Last week saw ICANN be true to their word in releasing the first sections of the Applicant Guidebook (AGB) for public comment. Whilst the sections covered may not be the most difficult ones to develop, it does demonstrate the commitment of the ICANN organisation to press ahead with the necessary preparation for the second new gTLD application round, which is due to open in the second quarter of 2026.
The sections open for public comment cover important topics including Universal Acceptance, Geographic Names, how conflicts of interest will be dealt with, the issue of blocked strings, and freedom of expression. Unlike the 2012 Round, where the policy that needed to be translated into an AGB were a set of high-level principles, the Subsequent Procedures (SubPro) working group spent many years reviewing learnings from that round and developing detailed policy recommendations together with suggested guidance for how best to implement them, using the 2012 AGB as a starting point.
While there are certainly aspects of the next round implementation which will be more complicated – for example the rules on string similarity and developing an appeals mechanism (should the Board approve recommendations on this) – drafting these first sections was relatively straightforward. The draft sections should not contain many surprises for those who were involved in the first application round or are familiar with the SubPro policy recommendations.
Some of the updates are simply short disclaimers or “health warnings”, such as the draft text on Applicant Freedom of Expression and Universal Acceptance, whilst there is a bit more meat in the detail on what constitutes a conflict of interest.
The sections on Reserved, Blocked and Geographic Names will not please every potential applicant and it is likely that this is where some of the most interesting comments during the next six weeks will be submitted. Last week ICANN announced that the string “Internal” will likely be blocked from future application for technical stability reasons. What constitutes a Geographic Name and how these should be treated, in terms of prohibitions on and permissions for use, was one of the most disputed aspects of the 2012 Round. SubPro therefore devoted considerable time to developing the policy for this for the next Round. Although some will not be happy with this section of the AGB, it does faithfully reflect the difficult compromise that was reached by that multistakeholder effort.
One section that is new to this round of the gTLD Program is that of the Predictability Framework, which outlines procedural steps to address what former US Secretary of State Donald Rumsfeld once referred to as “unknown unknowns”. This section also introduces a new team, the Standing Predictability Implementation Review Team (handily called SPIRT) who will be called into action where there are non-minor unknowns to address with the program. The Charter that will set the roles and responsibilities of the SPIRT is yet to be drafted, with a call for volunteers to work on this having just been issued.
The comment period will remain open until the 19th of March, just after the ICANN 79 meeting in San Juan ends, where in-person debate is likely to add to the written comments on the text.

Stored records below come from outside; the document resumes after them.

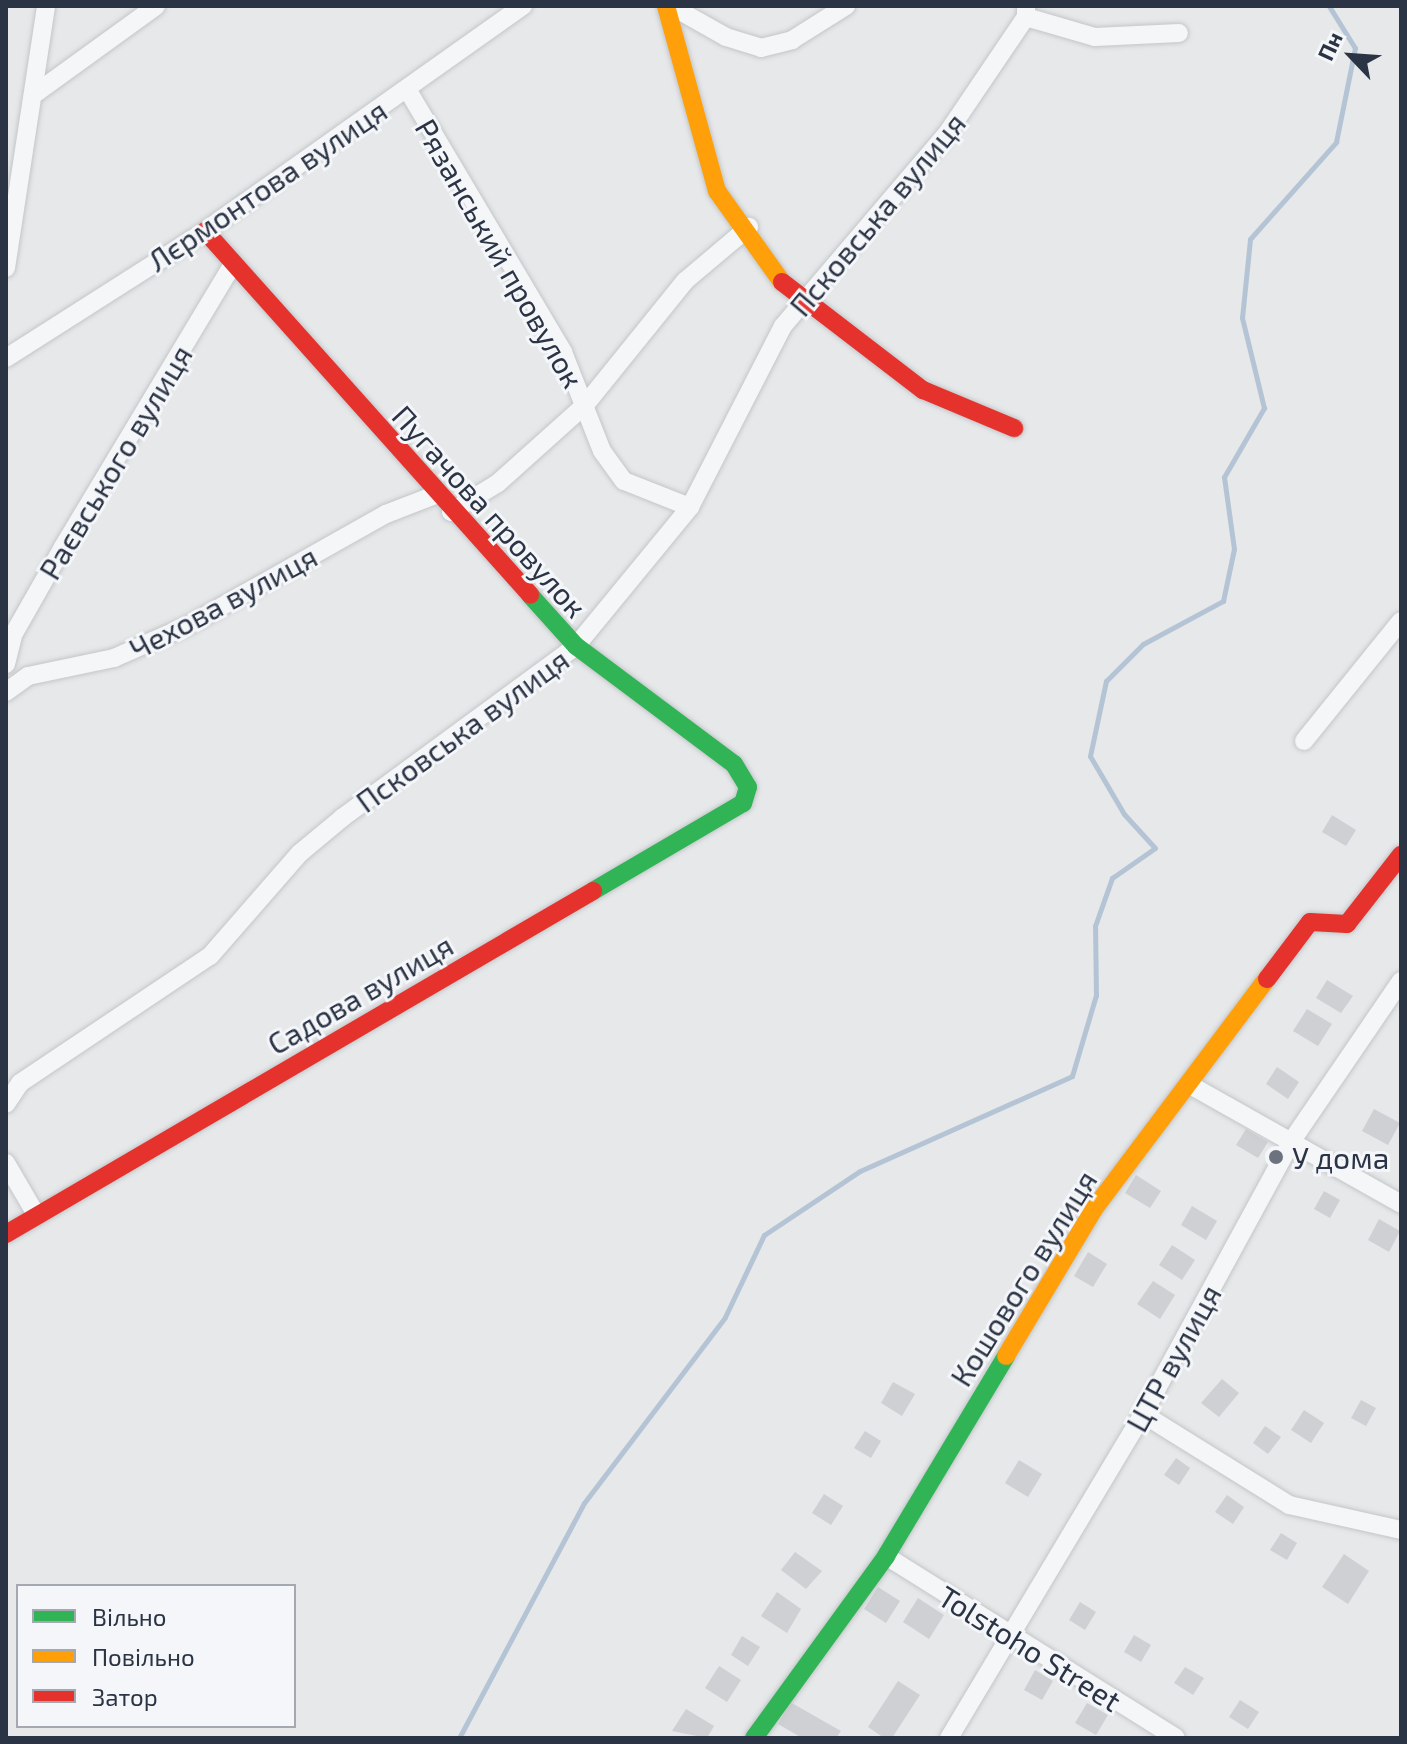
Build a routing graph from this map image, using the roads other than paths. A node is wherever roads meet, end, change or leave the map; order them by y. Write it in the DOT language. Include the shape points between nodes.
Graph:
graph roads {
  1 [pos="46,6"];
  2 [pos="156,6"];
  3 [pos="523,6"];
  4 [pos="668,6"];
  5 [pos="846,6"];
  6 [pos="1026,11"];
  7 [pos="1179,33"];
  8 [pos="407,89"];
  9 [pos="36,93"];
  10 [pos="749,227"];
  11 [pos="205,231"];
  12 [pos="233,264"];
  13 [pos="6,268"];
  14 [pos="808,304"];
  15 [pos="6,358"];
  16 [pos="585,405"];
  17 [pos="1014,428"];
  18 [pos="435,495"];
  19 [pos="690,507"];
  20 [pos="451,512"];
  21 [pos="1401,621"];
  22 [pos="576,646"];
  23 [pos="6,664"];
  24 [pos="6,692"];
  25 [pos="1304,741"];
  26 [pos="743,803"];
  27 [pos="1401,855"];
  28 [pos="1401,981"];
  29 [pos="1192,1086"];
  30 [pos="6,1104"];
  31 [pos="1291,1142"];
  32 [pos="6,1163"];
  33 [pos="1401,1204"];
  34 [pos="37,1216"];
  35 [pos="6,1234"];
  36 [pos="1143,1414"];
  37 [pos="1401,1530"];
  38 [pos="886,1556"];
  39 [pos="1009,1639"];
  40 [pos="754,1738"];
  41 [pos="949,1738"];
  42 [pos="1176,1738"];
  1 -- 9 [label="street"];
  2 -- 9 [label="street"];
  3 -- 8 [label="street, Лєрмонтова вулиця"];
  4 -- 5 [label="street" via="726,37 761,48 792,40"];
  4 -- 10 [label="street" via="717,191"];
  6 -- 7 [label="street" via="1095,37"];
  6 -- 14 [label="street, Псковська вулиця" via="948,132"];
  8 -- 11 [label="street, Лєрмонтова вулиця"];
  8 -- 16 [label="street, Рязанський провулок" via="563,352"];
  9 -- 13 [label="street"];
  10 -- 14 [label="street" via="777,278"];
  10 -- 16 [label="street" via="685,281"];
  11 -- 12 [label="street, Пугачова провулок"];
  11 -- 15 [label="street, Лєрмонтова вулиця"];
  12 -- 18 [label="street, Пугачова провулок"];
  12 -- 23 [label="street, Раєвського вулиця" via="13,635"];
  14 -- 17 [label="street" via="923,390"];
  14 -- 19 [label="street, Псковська вулиця" via="783,326"];
  16 -- 19 [label="street, Рязанський провулок" via="602,451 624,481"];
  16 -- 20 [label="street" via="498,483"];
  18 -- 20 [label="street, Пугачова провулок"];
  18 -- 24 [label="street, Чехова вулиця" via="386,514 187,626 114,658 28,676"];
  19 -- 22 [label="street, Псковська вулиця"];
  20 -- 22 [label="street, Пугачова провулок"];
  21 -- 25 [label="street"];
  22 -- 26 [label="street, Пугачова провулок" via="734,764 748,787"];
  22 -- 30 [label="street, Псковська вулиця" via="342,818 300,853 210,956 20,1083"];
  26 -- 34 [label="street, Садова вулиця"];
  27 -- 29 [label="street, Кошового вулиця" via="1347,924 1310,922"];
  28 -- 31 [label="street, ЦТР вулиця"];
  29 -- 31 [label="street"];
  29 -- 38 [label="street, Кошового вулиця" via="1094,1209"];
  31 -- 33 [label="street"];
  31 -- 36 [label="street, ЦТР вулиця"];
  32 -- 34 [label="street"];
  34 -- 35 [label="street, Садова вулиця"];
  36 -- 37 [label="street" via="1289,1505"];
  36 -- 39 [label="street, ЦТР вулиця"];
  38 -- 39 [label="street, Tolstoho Street"];
  38 -- 40 [label="street, Кошового вулиця"];
  39 -- 41 [label="street, ЦТР вулиця"];
  39 -- 42 [label="street, Tolstoho Street"];
}
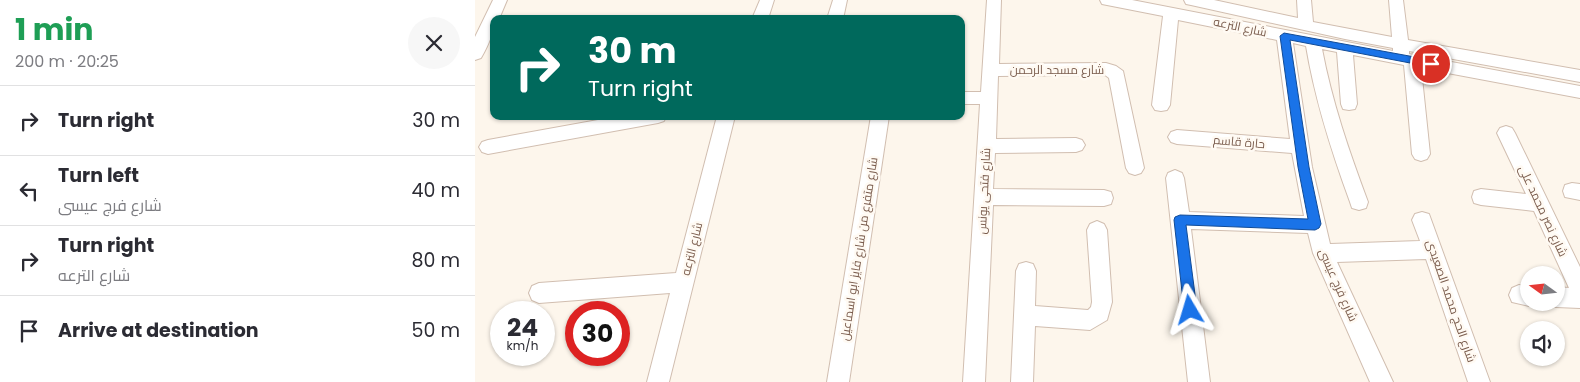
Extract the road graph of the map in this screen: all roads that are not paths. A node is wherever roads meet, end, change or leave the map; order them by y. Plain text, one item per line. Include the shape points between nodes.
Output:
1 (500, 0) edge
2 (767, 0) edge
3 (840, 0) edge
4 (994, 0) edge
5 (1107, 0) edge
6 (1191, 0) edge
7 (1264, 0) edge
8 (1304, 0) edge
9 (1397, 0) edge
10 (1209, 2) edge
11 (1171, 12) junction
12 (493, 15) edge
13 (761, 15) edge
14 (836, 15) edge
15 (1265, 16) junction
16 (490, 22) edge
17 (1310, 33) junction
18 (1284, 36) junction
19 (1345, 48) junction
20 (475, 54) edge
21 (1405, 54) junction
22 (991, 70) junction
23 (1580, 76) edge
24 (1580, 92) edge
25 (965, 98) edge
26 (989, 98) junction
27 (1349, 104) dead end
28 (1161, 105) dead end
29 (635, 120) edge
30 (725, 120) edge
31 (879, 120) edge
32 (1506, 133) dead end
33 (1177, 137) dead end
34 (1076, 144) dead end
35 (987, 146) junction
36 (488, 147) dead end
37 (1300, 147) junction
38 (1421, 154) dead end
39 (1135, 168) dead end
40 (1175, 178) dead end
41 (984, 197) junction
42 (1481, 197) dead end
43 (1104, 198) dead end
44 (1359, 202) dead end
45 (1540, 204) junction
46 (1180, 220) junction
47 (1422, 220) dead end
48 (1315, 224) junction
49 (1097, 230) dead end
50 (1433, 250) junction
51 (1323, 253) junction
52 (1026, 271) dead end
53 (684, 282) junction
54 (1580, 290) edge
55 (539, 293) dead end
56 (1565, 297) edge
57 (1580, 298) edge
58 (1025, 315) junction
59 (658, 382) edge
60 (838, 382) edge
61 (974, 382) edge
62 (1022, 382) edge
63 (1199, 382) edge
64 (1382, 382) edge
65 (1479, 382) edge

1 - 12 street
2 - 13 street
3 - 14 street
4 - 22 street, شارع فتحى يونس
5 - 11 street, شارع الترعه
6 - 10 street, شارع الترعه
7 - 15 street
8 - 17 street
9 - 21 street
10 - 15 street, شارع الترعه
11 - 18 street, شارع الترعه
11 - 28 street
15 - 17 street, شارع الترعه
16 - 20 street
17 - 18 street, شارع الترعه
17 - 19 street, شارع الترعه
17 - 21 street, شارع الترعه
17 - 44 street via 1336,141
18 - 37 street, شارع فرج عيسى
19 - 21 street, شارع الترعه
19 - 27 street
21 - 23 street, شارع الترعه
21 - 24 street, شارع الترعه
21 - 38 street
22 - 26 street, شارع فتحى يونس
22 - 39 street, شارع مسجد الرحمن via 1106,69 1115,72
25 - 26 street
26 - 35 street, شارع فتحى يونس
29 - 36 street
30 - 53 street, شارع الترعه
31 - 60 street, شارع متفرع من شارع فايز ابو اسماعيل
32 - 45 street, شارع نصر محمد على
33 - 37 street, حارة قاسم
34 - 35 street
35 - 41 street, شارع فتحى يونس
37 - 48 street, شارع فرج عيسى
40 - 46 street
41 - 43 street
41 - 61 street, شارع فتحى يونس
42 - 45 street
45 - 54 street, شارع نصر محمد على
46 - 48 street
46 - 63 street
47 - 50 street, شارع الحج محمد الصعيدى
48 - 51 street, شارع فرج عيسى
49 - 58 street via 1102,310 1097,317 1090,320
50 - 51 street
50 - 65 street, شارع الحج محمد الصعيدى
51 - 64 street, شارع فرج عيسى
52 - 58 street
53 - 55 street
53 - 59 street, شارع الترعه
56 - 57 street
58 - 62 street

Other sections of the Applicant Guidebook will continue to be drafted and debated by the teams working on the second round while the current public comment period is open, with ICANN aiming to publish further draft sections on a quarterly basis. Based on the second application round timeline, the full finalised AGB should be published by May 2025, at which point we will have full details of the costs, rules and conditions for making an application for a new Top-Level Domain.
In parallel with the work on the AGB, other important aspects of the program are also being developed, including the Registry Service Provider Evaluation process which is scheduled to commence later this year. The Applicant Support Program is also due to be launched later in 2024, with the details and eligibility of the initiative due to be open to public comment in mid-February.
At the time of writing, ICANN has also just published for comment its proposed String Similarity Guidelines, intended to guide the future evaluators in their assessment of whether TLD strings are too similar to be able to coexist. These warrant a detailed review – more to follow.
It’s clear that over the coming months, as we move closer to the target next round application window, the publication of materials for review and comment will ramp up
Lars Hoffman, VP of New gTLD Program Management at ICANN, stated in his blog that the publication of these first AGB sections for public comment is, “an important milestone in the effort to implement the New gTLD Program”. There have been many dead ends and complicated diversions on the journey to a second application round but with the updated AGB language now available, just perhaps the road ahead is becoming much clearer.